What is needed ▸ Nothing beyond the line containing "[738,2132,780,2250,733,2250,731,2138]" should be printed; print each line exactly from the first line of the listing below through it.

Data ▸
──────────────────────────────
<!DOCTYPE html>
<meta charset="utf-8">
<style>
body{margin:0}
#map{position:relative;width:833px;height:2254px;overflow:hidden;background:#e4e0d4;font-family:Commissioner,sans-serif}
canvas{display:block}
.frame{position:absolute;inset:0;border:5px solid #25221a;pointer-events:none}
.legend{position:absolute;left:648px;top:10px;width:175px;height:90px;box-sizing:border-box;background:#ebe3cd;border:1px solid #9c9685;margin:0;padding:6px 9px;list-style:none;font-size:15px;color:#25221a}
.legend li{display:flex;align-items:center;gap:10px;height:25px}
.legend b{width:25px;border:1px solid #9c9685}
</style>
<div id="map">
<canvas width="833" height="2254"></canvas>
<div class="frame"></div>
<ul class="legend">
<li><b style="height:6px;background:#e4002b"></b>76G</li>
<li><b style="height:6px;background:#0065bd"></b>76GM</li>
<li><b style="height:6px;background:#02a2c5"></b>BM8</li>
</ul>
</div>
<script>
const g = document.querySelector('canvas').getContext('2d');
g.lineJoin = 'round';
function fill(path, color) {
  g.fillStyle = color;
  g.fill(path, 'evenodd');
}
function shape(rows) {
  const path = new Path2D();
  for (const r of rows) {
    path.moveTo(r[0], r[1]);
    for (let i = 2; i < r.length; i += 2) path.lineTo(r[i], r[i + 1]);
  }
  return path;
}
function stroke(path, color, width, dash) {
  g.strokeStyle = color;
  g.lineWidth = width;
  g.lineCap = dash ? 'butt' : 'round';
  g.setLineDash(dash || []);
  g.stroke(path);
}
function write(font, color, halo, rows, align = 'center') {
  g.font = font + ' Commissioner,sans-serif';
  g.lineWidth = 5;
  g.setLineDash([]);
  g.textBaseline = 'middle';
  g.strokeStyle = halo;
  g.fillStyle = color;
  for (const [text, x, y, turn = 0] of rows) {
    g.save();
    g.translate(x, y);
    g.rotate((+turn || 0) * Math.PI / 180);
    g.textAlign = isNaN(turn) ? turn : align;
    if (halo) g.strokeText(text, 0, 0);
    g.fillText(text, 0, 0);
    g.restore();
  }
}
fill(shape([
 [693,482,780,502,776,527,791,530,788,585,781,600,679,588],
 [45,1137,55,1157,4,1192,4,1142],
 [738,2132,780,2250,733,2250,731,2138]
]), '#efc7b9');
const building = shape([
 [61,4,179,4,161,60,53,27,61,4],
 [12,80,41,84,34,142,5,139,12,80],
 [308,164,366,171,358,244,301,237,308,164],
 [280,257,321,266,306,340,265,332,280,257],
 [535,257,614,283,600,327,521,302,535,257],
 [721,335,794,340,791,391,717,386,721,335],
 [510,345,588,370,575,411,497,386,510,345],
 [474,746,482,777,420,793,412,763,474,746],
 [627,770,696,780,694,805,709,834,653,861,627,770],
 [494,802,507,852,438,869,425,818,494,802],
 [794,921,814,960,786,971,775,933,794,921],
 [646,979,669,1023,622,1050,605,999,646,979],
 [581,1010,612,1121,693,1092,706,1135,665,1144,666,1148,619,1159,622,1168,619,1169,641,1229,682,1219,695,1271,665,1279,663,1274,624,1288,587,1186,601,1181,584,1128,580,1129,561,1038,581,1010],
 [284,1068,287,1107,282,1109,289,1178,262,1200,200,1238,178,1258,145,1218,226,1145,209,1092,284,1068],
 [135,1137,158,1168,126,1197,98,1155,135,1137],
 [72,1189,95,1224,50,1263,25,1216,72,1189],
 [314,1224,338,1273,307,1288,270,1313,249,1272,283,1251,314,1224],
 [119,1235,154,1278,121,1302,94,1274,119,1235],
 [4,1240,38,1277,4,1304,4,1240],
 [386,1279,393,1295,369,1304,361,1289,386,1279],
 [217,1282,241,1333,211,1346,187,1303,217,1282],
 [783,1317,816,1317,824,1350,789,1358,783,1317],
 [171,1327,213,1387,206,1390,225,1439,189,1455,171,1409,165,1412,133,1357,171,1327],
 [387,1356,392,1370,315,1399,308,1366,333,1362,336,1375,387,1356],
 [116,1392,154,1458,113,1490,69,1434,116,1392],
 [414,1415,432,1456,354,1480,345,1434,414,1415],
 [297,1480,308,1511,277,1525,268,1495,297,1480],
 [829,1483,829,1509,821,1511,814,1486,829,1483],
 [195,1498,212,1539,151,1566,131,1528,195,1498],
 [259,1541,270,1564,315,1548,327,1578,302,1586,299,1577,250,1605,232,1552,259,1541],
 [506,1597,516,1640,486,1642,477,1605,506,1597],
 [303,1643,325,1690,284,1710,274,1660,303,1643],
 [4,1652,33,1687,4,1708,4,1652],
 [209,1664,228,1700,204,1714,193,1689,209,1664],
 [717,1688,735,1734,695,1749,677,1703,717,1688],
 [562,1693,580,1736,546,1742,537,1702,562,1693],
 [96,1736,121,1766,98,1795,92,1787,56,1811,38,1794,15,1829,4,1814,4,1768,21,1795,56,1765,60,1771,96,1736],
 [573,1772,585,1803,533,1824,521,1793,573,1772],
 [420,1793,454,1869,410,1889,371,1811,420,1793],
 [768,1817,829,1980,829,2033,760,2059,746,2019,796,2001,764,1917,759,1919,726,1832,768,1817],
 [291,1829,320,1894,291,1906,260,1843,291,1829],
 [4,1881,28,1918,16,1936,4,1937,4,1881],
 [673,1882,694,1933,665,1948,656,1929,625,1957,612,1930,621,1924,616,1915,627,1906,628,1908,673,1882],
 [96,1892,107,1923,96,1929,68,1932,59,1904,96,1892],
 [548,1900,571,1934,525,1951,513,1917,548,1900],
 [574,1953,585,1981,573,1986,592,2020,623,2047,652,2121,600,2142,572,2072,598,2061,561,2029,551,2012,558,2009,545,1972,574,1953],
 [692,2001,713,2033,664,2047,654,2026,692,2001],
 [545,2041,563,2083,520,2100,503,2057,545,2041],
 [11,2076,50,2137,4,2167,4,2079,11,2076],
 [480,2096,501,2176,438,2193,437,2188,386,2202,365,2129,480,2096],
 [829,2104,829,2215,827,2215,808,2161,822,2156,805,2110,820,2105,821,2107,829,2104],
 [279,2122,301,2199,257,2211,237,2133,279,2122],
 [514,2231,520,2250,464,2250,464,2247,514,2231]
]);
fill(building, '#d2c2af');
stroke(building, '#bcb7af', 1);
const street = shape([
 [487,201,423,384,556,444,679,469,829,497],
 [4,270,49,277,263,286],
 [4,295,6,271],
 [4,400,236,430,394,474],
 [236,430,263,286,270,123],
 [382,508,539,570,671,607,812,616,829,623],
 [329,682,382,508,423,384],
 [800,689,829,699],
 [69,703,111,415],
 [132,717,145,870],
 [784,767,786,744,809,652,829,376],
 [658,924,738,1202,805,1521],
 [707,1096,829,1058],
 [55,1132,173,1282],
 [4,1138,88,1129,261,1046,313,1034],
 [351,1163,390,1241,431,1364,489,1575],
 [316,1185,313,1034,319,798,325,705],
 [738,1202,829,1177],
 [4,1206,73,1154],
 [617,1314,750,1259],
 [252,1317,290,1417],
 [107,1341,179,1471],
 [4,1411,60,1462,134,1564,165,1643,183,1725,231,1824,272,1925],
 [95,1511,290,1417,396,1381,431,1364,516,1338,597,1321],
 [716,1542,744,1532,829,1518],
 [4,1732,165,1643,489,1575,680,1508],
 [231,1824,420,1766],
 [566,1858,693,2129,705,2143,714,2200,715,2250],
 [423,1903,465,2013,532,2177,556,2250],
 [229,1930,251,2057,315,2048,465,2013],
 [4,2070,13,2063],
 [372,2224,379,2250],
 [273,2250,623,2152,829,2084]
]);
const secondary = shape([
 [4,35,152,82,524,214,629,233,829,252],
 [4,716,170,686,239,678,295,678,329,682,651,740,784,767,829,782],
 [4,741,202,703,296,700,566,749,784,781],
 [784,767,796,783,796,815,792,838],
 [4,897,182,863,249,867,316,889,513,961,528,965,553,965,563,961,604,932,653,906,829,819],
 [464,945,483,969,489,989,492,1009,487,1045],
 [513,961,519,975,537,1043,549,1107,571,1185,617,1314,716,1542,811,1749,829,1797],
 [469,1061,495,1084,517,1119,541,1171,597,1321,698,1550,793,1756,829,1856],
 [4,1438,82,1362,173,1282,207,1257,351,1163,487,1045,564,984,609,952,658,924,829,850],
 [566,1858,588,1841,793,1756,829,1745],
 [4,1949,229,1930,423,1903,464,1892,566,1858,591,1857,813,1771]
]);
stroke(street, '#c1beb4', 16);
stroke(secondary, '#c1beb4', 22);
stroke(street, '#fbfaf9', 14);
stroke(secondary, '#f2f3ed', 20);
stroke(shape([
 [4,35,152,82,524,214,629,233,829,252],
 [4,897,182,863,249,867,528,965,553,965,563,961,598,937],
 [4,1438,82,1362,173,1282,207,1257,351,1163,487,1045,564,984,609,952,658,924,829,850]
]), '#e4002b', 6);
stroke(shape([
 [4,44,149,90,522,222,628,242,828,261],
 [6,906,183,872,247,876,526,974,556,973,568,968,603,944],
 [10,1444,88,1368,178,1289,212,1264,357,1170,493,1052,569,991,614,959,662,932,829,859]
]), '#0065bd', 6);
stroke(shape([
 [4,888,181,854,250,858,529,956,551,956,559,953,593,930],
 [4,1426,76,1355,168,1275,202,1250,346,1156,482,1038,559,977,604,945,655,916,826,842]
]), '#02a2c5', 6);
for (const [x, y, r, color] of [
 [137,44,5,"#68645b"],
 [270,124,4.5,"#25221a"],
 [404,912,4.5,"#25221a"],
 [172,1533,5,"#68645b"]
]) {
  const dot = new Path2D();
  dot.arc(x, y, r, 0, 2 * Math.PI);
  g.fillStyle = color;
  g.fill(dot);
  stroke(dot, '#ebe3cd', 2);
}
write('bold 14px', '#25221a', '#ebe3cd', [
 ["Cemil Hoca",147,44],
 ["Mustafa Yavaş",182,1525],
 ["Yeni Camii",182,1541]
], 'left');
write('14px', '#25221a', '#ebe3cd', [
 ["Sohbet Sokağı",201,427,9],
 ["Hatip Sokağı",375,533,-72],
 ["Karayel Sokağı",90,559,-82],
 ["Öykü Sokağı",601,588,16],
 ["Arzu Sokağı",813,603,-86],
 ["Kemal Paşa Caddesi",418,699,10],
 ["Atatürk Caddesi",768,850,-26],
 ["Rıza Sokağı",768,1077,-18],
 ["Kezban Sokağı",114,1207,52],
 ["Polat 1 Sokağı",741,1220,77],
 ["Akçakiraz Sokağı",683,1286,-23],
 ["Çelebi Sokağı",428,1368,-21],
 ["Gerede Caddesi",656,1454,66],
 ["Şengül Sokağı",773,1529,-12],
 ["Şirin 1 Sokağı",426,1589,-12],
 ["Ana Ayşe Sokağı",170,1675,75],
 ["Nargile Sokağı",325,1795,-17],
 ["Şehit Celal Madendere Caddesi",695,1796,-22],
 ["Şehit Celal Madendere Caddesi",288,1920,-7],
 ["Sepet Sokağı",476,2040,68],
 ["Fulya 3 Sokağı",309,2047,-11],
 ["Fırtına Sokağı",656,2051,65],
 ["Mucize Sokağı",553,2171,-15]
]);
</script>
──────────────────────────────
Result of the exercise ▸
<!DOCTYPE html>
<meta charset="utf-8">
<style>
body{margin:0}
#map{position:relative;width:833px;height:2254px;overflow:hidden;background:#e4e0d4;font-family:Commissioner,sans-serif}
canvas{display:block}
.frame{position:absolute;inset:0;border:5px solid #25221a;pointer-events:none}
.legend{position:absolute;left:648px;top:10px;width:175px;height:90px;box-sizing:border-box;background:#ebe3cd;border:1px solid #9c9685;margin:0;padding:6px 9px;list-style:none;font-size:15px;color:#25221a}
.legend li{display:flex;align-items:center;gap:10px;height:25px}
.legend b{width:25px;border:1px solid #9c9685}
</style>
<div id="map">
<canvas width="833" height="2254"></canvas>
<div class="frame"></div>
<ul class="legend">
<li><b style="height:6px;background:#e4002b"></b>76G</li>
<li><b style="height:6px;background:#0065bd"></b>76GM</li>
<li><b style="height:6px;background:#02a2c5"></b>BM8</li>
</ul>
</div>
<script>
const g = document.querySelector('canvas').getContext('2d');
g.lineJoin = 'round';
function fill(path, color) {
  g.fillStyle = color;
  g.fill(path, 'evenodd');
}
function shape(rows) {
  const path = new Path2D();
  for (const r of rows) {
    path.moveTo(r[0], r[1]);
    for (let i = 2; i < r.length; i += 2) path.lineTo(r[i], r[i + 1]);
  }
  return path;
}
function stroke(path, color, width, dash) {
  g.strokeStyle = color;
  g.lineWidth = width;
  g.lineCap = dash ? 'butt' : 'round';
  g.setLineDash(dash || []);
  g.stroke(path);
}
function write(font, color, halo, rows, align = 'center') {
  g.font = font + ' Commissioner,sans-serif';
  g.lineWidth = 5;
  g.setLineDash([]);
  g.textBaseline = 'middle';
  g.strokeStyle = halo;
  g.fillStyle = color;
  for (const [text, x, y, turn = 0] of rows) {
    g.save();
    g.translate(x, y);
    g.rotate((+turn || 0) * Math.PI / 180);
    g.textAlign = isNaN(turn) ? turn : align;
    if (halo) g.strokeText(text, 0, 0);
    g.fillText(text, 0, 0);
    g.restore();
  }
}
fill(shape([
 [693,482,780,502,776,527,791,530,788,585,781,600,679,588],
 [45,1137,55,1157,4,1192,4,1142],
 [738,2132,780,2250,733,2250,731,2138]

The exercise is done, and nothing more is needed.